Наконец, не сводя глаз с картинки и повторяя ее шаг за шагом, он ухитрился завязать «плоский штык». Ощущение того, что он пропускает меж пальцев вовсе не бечевку, а что-то гораздо более неподатливое, не покидало его ни на секунду. Вывязав узел, он почувствовал легкий озноб, этакий предвестник лихорадки; свет лампочки словно потускнел. Должно быть, глаза устали.
Игла проигрывателя выкатилась из-под ручки и устремилась к противоположному краю стола. Норман прихлопнул ее ладонью, промахнулся, хлопнул второй раз. Ага, есть!
Ни дать ни взять, спиритический сеанс, хмыкнул он про себя. Кладешь Руки на планшетку, пытаясь удержать их в неподвижности. Естественно, Накапливается мышечное напряжение, которое постепенно возрастает до Критической величины. Неожиданно, как бы отнюдь не по твоей воле, Планшетка начинает кружиться на трех своих ножках, подпрыгивать и метаться от буквы к букве. То же самое и здесь. Причина непонятного онемения пальцев заключается в нервном и мышечном напряжении. А он приписал возникшие затруднения злонамеренности бечевки. С иглой и того проще: то надавливая на стол локтем, то упираясь в него коленкой, он наклонял его, а игла катилась по наклонной плоскости.
Игла завибрировала, словно была частичкой некоего устройства. По пальцам Нормана как будто пробежал ток. Вдруг ему послышались лязгающие звуки Девятой сонаты. Черт! Покалывание в кончиках пальцев — верный признак повышенной нервной возбудимости.
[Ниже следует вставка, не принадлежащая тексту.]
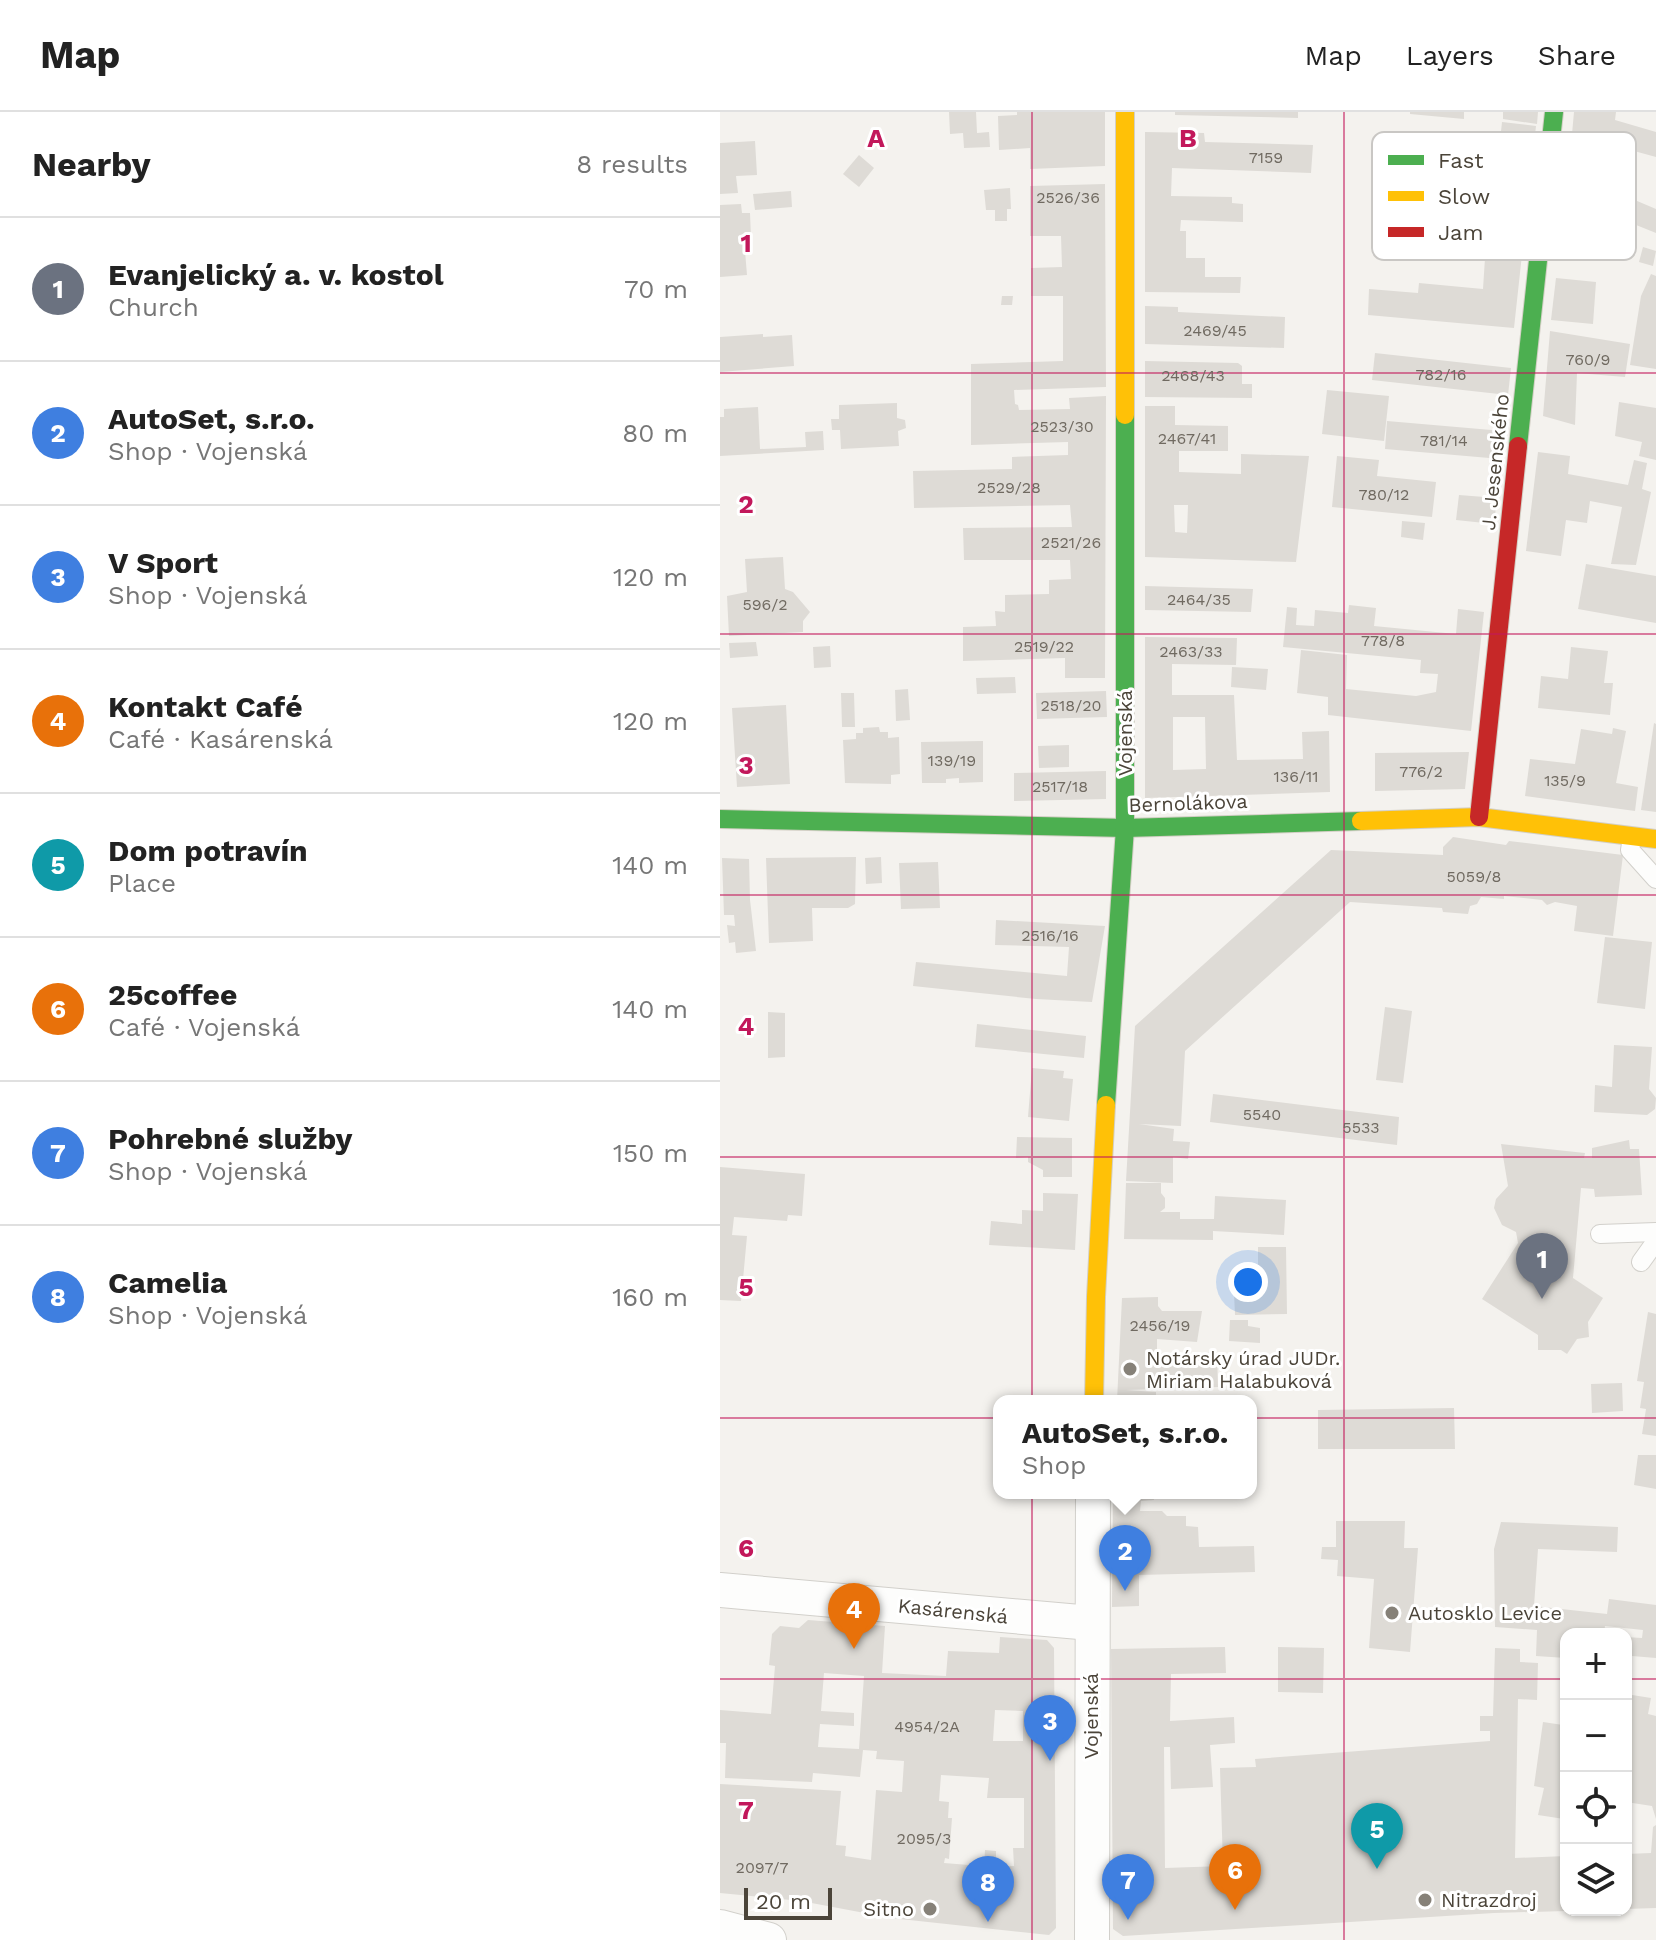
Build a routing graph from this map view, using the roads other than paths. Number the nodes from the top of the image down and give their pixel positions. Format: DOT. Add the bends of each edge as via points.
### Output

Однако в горле было сухо: попытка посмеяться над собой не удалась.
Для подстраховки он завернул иглу по фланель.
Комната погрузилась в полумрак. Истерическое помутнение зрения, поставил диагноз Норман; к тому же системы энергообеспечения в маленьких городках вечно выкидывают всякие фортели. Почему-то стало очень холодно, так холодно, что ему почудилось, будто он видит пар, который вырывается у него изо рта. И тишина, полная, мертвая тишина. В этой тишине отчетливо разносился стук сердца Нормана, которое лакейски подстраивалось под грохочущую бесовскую музыку.
И тут, в миг дьявольского, парализующего душу озарения, он понял, что это и есть истинное колдовство. Не вздорная болтовня о нелепых средневековых ухищрениях, не изящное мановение руки, но изнурительная борьба за то, чтобы удержать в повиновении призванную мощь, символами которой служили те предметы, что лежали перед ним на столе. Норман ощутил, как за стенами номера, снаружи его черепа, за непроницаемыми стенами рассудка собирается и разбухает нечто, грозное и смертельно опасное, ожидающее одной-единственной ошибки, чтобы сокрушить его.
Он не мог поверить. Он не верил. И все же вынужден был поверить.
Но устоит ли он? Вот вопрос.
Он стал напротив метки на столешнице, означавшей восток; руки его тряслись, как у пьяницы, зубы громко стучали. В комнате было совсем темно, если не считать лучика голубоватого света, который выбивался из-под шторы.
Внезапно фланелевый лоскут начал загибаться наподобие нагретого желатина и сворачиваться с востока на запад, по ходу солнца.
Норман успел, прежде чем он свернулся до конца, ухватить его за край, а потом — пальцы онемели настолько, что фланель для них словно превратилась в металл, — скатал против солнца.
Тишина сделалась оглушительной, поглотила даже стук сердца. Норман сознавал: нечто настороженно дожидается его приказа, пребывая почти в полной уверенности, что он не сможет ничего приказать.
Послышался бой часов. Или то были не часы, а звучало само время? Девять… десять… одиннадцать… двенадцать…
Язык Нормана как будто прилип к пересохшему небу. Слова толпились в горле, будучи не в силах выбраться наружу. Потолок комнаты словно слегка опустился.
— Останови Тэнси, — выдавил Норман. — Приведи ее сюда.